ZOBACZ WIDEO: 88-latek zadziwia. Ujawnił tajemnicę dot. swojego zdrowia
Zdaniem doświadczonego atakującego selekcjoner reprezentacji Polski ma spory komfort, jeśli chodzi o przygotowania do najważniejszej imprezy sezonu. Nasi zawodnicy nie muszą bowiem w trakcie Ligi Narodów odbywać długich podróży, które zakłócałyby przygotowania i dodatkowo męczyły zawodników.
- Myślę, że w tym sezonie przygotowania do igrzysk będą dużo wygodniejsze. Mamy tylko jedną dłuższą podróż, do Japonii, poza tym dwie krótkie - do Turcji i do Słowenii.
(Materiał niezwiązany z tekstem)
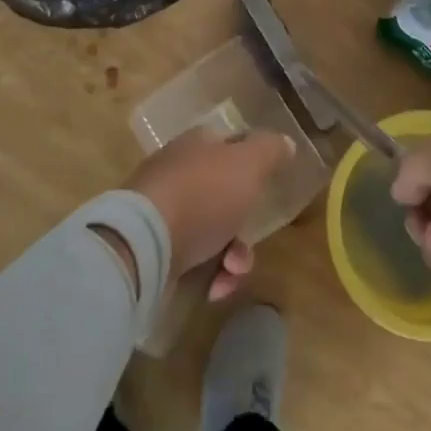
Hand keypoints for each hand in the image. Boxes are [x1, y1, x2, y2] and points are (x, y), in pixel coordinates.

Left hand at [124, 126, 296, 301]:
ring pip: (215, 231)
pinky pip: (194, 260)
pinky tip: (214, 288)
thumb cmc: (203, 194)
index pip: (232, 143)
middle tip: (249, 241)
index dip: (254, 162)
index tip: (269, 185)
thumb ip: (270, 150)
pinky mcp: (156, 248)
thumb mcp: (248, 163)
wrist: (145, 244)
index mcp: (198, 144)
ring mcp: (165, 211)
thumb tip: (286, 142)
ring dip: (233, 256)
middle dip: (245, 225)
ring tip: (233, 271)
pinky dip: (211, 274)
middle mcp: (180, 172)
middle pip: (227, 195)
Finały zagramy w Polsce, Memoriał Wagnera również, więc będzie dużo czasu, żeby spokojnie popracować. Nie będziemy myśleć o tym, że ciągle jesteśmy w podróży - przyznał atakujący Grupy Azoty ZAKSY Kędzierzyn-Koźle i reprezentacji Polski.
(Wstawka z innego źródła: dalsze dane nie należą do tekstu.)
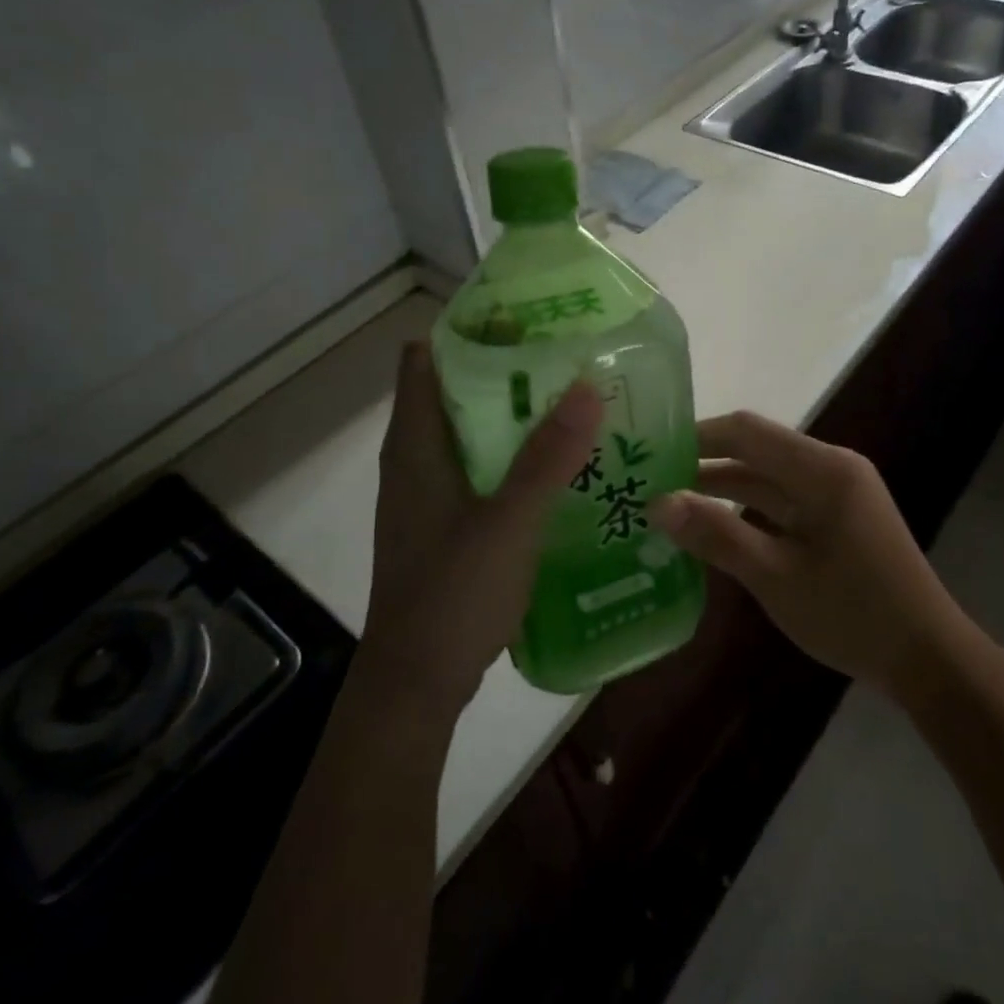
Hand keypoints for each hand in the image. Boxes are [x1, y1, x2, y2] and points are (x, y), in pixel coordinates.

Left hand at [361, 341, 602, 720]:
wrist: (416, 682)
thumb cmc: (452, 595)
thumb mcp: (508, 522)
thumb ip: (548, 457)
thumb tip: (588, 385)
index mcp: (415, 445)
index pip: (425, 359)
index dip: (468, 331)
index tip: (525, 321)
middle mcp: (416, 460)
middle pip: (455, 392)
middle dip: (508, 372)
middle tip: (569, 361)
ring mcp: (430, 494)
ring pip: (473, 434)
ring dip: (516, 417)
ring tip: (576, 406)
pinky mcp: (447, 523)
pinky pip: (482, 470)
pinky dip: (515, 458)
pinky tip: (561, 468)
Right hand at [647, 412, 962, 695]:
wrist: (927, 658)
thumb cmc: (853, 614)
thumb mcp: (776, 577)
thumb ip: (717, 535)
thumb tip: (657, 503)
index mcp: (822, 470)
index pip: (747, 431)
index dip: (696, 437)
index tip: (649, 453)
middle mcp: (831, 468)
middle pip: (756, 450)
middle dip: (703, 463)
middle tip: (648, 481)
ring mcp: (838, 493)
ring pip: (768, 477)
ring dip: (723, 488)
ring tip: (668, 505)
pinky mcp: (839, 517)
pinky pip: (784, 501)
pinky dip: (748, 510)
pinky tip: (713, 529)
Turnieje fazy zasadniczej VNL Biało-Czerwoni rozegrają w tureckiej Antalyi, japońskiej Fukuoce i w słoweńskiej Lublanie. Finały zaplanowano w dniach 27-30 czerwca w Łodzi.
Rozgrywki grupowe turnieju igrzysk olimpijskich mężczyzn rozpoczną się 27 lipca, a kobiet 28 lipca. Pierwszy etap rywalizacji zakończy się 3 sierpnia u panów i 4 sierpnia u pań. Zmagania toczyć się będą naprzemiennie, co oznacza, że każdy z zespołów po rozegraniu meczu grupowego będzie miał jeden dzień przerwy.
Stawka meczów będzie ogromna już od pierwszego starcia. Wyniki uzyskane w trakcie pierwszej rundy rywalizacji zdecydują bowiem o tym, jak dla danych reprezentacji będzie wyglądała ewentualna dalsza droga do medalu. Po fazie grupowej zostanie stworzona klasyfikacja łączna, która wyłoni pary ćwierćfinałowe.
Zarówno w żeńskich, jak i męskich zmaganiach, udział weźmie 12 reprezentacji, podzielonych na trzy czterozespołowe grupy. To zmiana w porównaniu z rywalizacją w Tokio, gdzie drużyny trafiały do dwóch sześciozespołowych grup, a awansem premiowane były po cztery ekipy. Tym razem prawo gry w kolejnej rundzie otrzymają po dwie najlepsze drużyny oraz dwie kolejne z trzecich miejsc, legitymujące się najlepszym dorobkiem.
Najlepsza ósemka męskich reprezentacji do zmagań powróci 5 sierpnia. Panie wznowią grę dzień później. Spotkania półfinałowe odbędą się 7 i 8 sierpnia (mężczyźni i kobiety).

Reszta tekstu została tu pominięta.